Information shown:
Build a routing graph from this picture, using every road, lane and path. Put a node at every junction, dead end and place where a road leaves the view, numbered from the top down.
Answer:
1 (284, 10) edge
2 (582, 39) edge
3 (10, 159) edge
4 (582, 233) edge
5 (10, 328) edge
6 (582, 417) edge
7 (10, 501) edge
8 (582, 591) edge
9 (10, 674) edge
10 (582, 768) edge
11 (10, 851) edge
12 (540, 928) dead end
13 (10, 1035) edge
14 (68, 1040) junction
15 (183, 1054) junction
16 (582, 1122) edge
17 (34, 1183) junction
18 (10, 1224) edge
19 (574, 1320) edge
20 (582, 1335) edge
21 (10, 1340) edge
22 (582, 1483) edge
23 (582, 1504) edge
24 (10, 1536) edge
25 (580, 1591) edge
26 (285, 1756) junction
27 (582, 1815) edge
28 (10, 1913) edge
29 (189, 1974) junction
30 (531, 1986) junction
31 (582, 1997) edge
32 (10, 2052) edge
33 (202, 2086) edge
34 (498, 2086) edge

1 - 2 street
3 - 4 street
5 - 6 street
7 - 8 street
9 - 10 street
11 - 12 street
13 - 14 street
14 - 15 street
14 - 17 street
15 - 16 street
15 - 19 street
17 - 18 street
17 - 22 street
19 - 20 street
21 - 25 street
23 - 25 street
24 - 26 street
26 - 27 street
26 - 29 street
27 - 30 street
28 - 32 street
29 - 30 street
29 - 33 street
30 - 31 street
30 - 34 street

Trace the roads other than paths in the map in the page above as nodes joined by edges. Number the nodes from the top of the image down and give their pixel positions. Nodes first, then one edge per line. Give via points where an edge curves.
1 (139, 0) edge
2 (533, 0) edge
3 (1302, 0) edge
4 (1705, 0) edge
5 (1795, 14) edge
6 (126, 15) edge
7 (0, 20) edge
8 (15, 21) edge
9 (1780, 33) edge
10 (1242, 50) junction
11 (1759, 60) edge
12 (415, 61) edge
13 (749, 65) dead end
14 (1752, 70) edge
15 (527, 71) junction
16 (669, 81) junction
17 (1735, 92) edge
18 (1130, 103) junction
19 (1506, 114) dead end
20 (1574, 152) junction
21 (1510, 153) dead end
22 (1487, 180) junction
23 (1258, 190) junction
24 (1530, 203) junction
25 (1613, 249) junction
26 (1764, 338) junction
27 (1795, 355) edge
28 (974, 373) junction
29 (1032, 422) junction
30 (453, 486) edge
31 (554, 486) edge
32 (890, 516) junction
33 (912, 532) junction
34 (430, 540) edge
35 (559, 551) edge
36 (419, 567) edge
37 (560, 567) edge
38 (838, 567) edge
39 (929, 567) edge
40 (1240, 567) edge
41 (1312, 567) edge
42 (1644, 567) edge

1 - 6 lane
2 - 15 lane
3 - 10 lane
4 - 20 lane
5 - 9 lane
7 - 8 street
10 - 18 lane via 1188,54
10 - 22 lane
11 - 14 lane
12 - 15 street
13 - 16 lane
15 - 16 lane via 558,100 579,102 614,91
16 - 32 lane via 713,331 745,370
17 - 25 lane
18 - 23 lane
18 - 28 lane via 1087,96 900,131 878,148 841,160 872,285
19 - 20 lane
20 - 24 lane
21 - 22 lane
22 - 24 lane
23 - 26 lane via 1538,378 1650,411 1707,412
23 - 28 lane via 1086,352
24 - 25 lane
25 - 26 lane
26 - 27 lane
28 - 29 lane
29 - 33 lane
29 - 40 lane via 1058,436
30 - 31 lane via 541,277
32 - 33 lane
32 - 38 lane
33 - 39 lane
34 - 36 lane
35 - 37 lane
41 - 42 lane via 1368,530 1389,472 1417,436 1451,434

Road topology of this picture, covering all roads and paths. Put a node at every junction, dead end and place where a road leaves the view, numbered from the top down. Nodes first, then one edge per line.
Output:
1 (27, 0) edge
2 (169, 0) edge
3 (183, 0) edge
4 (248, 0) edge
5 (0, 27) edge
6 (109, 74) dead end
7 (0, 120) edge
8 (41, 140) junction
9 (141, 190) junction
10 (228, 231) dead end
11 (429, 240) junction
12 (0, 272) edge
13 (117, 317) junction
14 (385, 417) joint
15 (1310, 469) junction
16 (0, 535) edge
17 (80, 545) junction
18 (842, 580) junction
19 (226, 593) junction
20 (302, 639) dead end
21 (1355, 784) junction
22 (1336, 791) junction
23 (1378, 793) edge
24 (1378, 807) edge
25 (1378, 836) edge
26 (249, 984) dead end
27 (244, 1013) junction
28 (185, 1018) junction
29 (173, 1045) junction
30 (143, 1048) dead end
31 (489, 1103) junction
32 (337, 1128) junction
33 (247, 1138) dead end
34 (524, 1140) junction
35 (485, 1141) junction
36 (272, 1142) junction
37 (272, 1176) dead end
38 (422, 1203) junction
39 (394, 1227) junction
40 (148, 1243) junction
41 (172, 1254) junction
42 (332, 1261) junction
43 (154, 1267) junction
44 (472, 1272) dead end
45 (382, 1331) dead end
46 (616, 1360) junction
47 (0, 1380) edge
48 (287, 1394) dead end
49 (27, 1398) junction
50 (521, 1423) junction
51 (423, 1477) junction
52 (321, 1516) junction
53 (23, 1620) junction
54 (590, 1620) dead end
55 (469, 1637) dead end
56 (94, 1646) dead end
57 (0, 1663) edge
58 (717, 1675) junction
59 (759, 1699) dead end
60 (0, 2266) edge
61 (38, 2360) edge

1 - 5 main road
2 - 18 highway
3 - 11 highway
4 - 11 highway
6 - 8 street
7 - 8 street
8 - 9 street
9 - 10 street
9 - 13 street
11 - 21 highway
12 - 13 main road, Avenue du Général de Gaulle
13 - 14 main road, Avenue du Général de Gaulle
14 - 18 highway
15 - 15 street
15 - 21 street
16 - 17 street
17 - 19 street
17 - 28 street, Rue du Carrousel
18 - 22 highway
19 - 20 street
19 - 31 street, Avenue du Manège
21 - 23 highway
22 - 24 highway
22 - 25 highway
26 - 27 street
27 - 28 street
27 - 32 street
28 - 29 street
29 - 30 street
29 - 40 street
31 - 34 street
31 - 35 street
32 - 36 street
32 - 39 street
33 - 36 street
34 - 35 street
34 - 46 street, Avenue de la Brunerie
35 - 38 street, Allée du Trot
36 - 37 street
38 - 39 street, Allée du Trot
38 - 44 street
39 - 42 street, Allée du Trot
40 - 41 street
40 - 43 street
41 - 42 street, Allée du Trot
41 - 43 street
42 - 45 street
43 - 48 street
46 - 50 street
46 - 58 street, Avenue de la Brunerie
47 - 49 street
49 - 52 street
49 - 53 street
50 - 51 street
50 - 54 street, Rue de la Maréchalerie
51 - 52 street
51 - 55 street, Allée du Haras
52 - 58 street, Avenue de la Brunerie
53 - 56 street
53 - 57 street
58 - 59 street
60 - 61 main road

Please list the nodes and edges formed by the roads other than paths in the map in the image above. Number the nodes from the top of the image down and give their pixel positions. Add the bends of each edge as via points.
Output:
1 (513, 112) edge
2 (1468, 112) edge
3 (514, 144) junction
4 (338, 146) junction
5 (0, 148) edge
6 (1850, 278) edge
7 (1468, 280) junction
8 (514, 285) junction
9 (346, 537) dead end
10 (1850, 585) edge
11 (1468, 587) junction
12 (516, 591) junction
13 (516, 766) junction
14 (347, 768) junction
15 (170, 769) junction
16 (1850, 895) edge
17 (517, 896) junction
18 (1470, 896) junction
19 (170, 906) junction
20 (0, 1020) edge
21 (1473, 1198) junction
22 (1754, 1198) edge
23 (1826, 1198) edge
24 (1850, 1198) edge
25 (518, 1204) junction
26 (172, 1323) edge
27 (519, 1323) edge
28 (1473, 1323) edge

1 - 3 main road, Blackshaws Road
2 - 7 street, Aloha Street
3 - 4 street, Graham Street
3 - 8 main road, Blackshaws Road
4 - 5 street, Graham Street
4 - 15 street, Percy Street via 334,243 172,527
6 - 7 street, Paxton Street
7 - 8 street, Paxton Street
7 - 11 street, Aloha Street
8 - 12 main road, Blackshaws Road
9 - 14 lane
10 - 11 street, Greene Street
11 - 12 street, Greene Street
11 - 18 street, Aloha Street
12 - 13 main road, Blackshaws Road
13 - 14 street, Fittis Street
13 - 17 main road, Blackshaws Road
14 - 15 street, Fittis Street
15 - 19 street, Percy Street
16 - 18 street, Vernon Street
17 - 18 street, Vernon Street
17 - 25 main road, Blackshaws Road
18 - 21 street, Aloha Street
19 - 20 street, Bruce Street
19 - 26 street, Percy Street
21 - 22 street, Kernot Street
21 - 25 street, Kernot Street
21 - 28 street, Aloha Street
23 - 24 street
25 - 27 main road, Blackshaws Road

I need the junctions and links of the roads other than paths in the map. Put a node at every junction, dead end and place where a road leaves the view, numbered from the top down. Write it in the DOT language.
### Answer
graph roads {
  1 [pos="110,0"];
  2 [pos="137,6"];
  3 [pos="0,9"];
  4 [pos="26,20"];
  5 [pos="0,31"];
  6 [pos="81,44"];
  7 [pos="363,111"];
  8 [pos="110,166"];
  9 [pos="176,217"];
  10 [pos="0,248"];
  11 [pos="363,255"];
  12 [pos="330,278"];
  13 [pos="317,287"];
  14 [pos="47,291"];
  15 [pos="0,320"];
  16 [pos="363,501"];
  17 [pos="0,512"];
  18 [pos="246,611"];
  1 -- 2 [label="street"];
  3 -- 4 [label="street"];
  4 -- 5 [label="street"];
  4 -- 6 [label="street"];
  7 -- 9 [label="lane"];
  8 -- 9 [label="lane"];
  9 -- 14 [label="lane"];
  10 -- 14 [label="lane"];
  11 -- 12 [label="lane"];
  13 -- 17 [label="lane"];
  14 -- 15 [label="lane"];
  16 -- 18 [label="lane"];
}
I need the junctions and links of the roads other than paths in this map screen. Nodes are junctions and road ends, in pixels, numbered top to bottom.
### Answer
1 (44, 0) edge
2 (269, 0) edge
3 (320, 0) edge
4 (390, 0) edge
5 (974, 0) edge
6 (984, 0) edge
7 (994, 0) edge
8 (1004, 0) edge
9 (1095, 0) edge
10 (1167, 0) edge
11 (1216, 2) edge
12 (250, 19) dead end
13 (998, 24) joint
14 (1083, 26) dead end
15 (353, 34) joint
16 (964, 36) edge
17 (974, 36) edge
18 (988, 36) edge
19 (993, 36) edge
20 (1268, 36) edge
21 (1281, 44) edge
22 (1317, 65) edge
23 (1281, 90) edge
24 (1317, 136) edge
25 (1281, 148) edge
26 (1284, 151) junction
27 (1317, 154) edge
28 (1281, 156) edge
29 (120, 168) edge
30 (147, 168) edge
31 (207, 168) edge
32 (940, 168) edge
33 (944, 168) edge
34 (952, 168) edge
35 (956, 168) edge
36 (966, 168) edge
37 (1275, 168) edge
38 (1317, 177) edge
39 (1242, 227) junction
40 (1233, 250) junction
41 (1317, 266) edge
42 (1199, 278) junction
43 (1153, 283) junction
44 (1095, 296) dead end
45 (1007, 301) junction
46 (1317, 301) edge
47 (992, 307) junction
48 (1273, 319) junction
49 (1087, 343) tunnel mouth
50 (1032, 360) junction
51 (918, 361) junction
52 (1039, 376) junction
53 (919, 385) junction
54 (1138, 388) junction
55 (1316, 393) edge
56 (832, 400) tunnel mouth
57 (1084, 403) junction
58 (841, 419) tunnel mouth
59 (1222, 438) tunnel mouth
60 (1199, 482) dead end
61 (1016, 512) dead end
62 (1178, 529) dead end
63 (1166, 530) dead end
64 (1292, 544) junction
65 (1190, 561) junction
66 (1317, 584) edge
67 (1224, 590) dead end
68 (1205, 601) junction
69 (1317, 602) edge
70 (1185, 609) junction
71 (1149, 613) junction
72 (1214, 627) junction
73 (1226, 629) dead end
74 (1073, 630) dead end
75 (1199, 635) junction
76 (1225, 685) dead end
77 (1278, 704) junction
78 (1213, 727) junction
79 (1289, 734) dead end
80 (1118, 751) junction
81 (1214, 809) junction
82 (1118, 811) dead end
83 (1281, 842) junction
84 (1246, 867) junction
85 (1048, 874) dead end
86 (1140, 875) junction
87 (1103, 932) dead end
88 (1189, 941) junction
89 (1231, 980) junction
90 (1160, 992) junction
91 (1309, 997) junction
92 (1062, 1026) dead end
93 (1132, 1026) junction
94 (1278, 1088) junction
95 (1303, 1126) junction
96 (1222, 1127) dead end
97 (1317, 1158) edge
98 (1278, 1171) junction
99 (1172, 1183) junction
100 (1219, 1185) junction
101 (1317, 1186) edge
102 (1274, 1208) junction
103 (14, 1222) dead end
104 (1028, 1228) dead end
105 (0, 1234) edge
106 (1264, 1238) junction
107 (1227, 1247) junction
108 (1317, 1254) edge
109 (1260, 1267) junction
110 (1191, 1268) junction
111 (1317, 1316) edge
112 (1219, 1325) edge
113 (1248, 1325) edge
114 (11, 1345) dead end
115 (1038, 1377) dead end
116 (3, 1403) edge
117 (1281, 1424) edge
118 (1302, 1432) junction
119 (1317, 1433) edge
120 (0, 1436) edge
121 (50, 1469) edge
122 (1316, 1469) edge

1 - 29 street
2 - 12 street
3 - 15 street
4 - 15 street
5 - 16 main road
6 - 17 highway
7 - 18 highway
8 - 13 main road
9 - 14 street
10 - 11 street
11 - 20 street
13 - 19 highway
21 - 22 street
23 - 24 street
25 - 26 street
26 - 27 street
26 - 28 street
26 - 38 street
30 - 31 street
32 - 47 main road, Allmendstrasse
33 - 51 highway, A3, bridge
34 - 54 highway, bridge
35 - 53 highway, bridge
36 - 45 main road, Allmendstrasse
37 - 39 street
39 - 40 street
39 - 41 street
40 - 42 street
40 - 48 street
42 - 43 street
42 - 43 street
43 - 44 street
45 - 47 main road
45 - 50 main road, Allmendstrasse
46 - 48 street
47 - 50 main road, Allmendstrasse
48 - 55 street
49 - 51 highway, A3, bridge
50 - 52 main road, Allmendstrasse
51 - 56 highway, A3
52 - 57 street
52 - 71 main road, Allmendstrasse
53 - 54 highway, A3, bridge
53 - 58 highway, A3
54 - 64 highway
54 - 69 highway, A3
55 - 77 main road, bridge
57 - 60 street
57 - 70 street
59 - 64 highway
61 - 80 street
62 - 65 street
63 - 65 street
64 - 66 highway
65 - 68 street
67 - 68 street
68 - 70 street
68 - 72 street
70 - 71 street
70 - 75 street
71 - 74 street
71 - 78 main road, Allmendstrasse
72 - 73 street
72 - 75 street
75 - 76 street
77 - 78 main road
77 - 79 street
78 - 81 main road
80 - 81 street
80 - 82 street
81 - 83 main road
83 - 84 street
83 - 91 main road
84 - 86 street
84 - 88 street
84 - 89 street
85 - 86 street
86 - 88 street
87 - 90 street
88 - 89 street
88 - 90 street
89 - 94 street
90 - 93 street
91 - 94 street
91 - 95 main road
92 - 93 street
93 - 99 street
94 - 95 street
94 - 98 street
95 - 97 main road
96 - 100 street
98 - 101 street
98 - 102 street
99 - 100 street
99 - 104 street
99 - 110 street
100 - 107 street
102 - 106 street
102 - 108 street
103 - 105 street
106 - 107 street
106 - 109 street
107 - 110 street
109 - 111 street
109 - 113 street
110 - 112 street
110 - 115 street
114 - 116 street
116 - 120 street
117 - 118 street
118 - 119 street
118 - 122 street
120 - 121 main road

What to do: Look through the entries for lines containing the word "joint" and return each one.

Reply:
14 (385, 417) joint
13 (998, 24) joint
15 (353, 34) joint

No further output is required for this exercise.